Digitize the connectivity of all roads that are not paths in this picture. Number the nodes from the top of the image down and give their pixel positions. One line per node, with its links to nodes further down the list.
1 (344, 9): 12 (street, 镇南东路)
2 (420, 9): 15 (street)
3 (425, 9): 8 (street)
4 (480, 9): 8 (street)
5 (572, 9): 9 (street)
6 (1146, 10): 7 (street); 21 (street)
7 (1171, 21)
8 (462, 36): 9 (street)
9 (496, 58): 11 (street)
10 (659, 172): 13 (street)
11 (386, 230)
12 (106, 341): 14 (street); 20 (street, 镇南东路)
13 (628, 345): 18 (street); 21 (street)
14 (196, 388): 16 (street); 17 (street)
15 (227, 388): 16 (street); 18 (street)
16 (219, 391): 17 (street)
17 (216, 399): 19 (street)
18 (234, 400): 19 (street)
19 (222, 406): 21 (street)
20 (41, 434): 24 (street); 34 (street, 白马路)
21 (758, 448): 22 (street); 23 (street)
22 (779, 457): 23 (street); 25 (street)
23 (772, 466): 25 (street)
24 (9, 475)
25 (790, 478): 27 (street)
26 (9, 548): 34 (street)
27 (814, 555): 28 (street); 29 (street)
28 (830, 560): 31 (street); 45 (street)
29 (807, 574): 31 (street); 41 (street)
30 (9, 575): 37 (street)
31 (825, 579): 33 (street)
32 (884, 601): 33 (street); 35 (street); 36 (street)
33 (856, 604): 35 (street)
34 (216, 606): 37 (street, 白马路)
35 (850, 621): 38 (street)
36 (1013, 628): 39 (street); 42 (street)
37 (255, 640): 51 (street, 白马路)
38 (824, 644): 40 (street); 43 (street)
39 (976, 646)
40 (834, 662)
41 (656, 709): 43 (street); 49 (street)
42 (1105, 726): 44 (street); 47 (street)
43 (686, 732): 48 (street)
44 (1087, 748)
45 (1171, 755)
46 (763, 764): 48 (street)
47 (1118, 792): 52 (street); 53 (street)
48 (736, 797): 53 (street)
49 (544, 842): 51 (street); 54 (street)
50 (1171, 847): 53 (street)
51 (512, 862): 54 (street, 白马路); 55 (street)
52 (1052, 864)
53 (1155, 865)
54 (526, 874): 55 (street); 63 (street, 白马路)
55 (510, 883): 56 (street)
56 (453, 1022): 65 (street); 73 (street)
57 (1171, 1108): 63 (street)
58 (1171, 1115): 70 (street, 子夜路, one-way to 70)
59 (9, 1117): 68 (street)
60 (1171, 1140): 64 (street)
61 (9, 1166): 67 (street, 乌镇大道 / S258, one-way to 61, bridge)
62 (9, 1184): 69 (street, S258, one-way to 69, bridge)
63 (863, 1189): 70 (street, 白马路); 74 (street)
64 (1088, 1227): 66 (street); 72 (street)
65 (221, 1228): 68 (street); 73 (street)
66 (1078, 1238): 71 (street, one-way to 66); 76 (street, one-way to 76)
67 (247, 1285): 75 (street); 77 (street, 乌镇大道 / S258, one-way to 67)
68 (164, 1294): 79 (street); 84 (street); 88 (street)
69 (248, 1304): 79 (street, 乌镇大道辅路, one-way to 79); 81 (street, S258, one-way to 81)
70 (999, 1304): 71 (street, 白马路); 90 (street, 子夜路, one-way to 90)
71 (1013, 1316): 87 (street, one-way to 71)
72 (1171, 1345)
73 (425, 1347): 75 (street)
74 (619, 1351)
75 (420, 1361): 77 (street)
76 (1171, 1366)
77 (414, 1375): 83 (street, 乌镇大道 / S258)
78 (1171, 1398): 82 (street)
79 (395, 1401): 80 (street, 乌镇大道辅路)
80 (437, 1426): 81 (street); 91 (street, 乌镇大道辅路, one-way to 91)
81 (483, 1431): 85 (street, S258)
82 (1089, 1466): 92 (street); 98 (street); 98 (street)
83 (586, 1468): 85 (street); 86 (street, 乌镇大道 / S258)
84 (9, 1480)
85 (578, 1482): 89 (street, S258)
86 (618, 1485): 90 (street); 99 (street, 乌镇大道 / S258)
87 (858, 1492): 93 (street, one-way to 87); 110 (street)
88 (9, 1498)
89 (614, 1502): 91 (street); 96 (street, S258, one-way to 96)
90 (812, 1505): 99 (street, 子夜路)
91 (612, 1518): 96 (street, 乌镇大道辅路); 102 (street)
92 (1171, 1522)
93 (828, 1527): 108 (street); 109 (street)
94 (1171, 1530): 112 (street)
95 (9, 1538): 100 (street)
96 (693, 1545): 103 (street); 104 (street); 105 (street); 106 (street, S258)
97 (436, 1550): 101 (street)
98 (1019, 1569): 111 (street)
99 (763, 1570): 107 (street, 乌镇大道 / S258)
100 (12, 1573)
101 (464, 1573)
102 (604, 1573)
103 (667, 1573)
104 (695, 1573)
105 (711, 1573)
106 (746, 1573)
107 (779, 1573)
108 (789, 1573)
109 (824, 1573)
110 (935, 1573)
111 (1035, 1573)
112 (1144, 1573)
┄┄┄┄┄┄┄┄┄┄┄┄┄┄┄┄┄┄┄┄
Each line above holding the string "bridge" counts once; please report the total and nothing more.

_Result of this exercise_. 2